BEGIN DATASET RECORDS

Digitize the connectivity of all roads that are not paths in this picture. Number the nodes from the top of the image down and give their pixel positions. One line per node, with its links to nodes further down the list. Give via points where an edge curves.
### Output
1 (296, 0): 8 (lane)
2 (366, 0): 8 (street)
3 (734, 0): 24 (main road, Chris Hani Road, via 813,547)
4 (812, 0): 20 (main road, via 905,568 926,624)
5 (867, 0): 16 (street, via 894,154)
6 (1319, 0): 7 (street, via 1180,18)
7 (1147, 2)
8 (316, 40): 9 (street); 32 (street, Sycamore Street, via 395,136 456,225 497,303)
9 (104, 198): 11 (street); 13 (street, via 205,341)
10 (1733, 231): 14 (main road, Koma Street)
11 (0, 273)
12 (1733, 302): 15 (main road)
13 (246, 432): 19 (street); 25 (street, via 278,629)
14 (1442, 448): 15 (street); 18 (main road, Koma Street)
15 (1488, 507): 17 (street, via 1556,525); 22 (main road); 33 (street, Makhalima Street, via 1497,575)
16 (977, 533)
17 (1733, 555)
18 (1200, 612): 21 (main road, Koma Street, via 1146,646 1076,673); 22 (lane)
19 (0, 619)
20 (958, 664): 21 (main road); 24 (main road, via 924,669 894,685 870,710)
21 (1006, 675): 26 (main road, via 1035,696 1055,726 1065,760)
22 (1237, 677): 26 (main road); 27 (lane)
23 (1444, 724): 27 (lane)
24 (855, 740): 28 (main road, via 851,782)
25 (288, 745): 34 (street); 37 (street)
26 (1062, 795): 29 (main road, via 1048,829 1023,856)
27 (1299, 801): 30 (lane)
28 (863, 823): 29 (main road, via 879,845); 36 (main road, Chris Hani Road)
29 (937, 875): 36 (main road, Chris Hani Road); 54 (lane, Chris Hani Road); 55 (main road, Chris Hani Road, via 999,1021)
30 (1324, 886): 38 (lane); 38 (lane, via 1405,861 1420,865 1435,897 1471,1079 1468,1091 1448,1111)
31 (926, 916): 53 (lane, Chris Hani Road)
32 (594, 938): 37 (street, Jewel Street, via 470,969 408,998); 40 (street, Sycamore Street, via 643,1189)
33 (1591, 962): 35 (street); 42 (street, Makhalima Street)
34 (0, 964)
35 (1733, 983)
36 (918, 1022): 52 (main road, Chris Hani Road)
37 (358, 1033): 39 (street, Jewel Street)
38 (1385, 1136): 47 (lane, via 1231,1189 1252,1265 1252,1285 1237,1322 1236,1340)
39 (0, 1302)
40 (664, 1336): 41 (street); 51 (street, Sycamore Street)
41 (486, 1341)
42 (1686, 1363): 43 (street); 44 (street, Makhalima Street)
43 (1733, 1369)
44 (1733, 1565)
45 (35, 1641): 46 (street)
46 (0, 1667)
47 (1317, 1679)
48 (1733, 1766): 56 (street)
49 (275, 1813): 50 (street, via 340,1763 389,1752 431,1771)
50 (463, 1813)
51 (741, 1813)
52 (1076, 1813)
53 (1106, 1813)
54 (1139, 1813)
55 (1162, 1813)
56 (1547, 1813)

END DATASET RECORDS

Across the material above, how many lines have the word "Chris" in them? Answer with a bare number.

5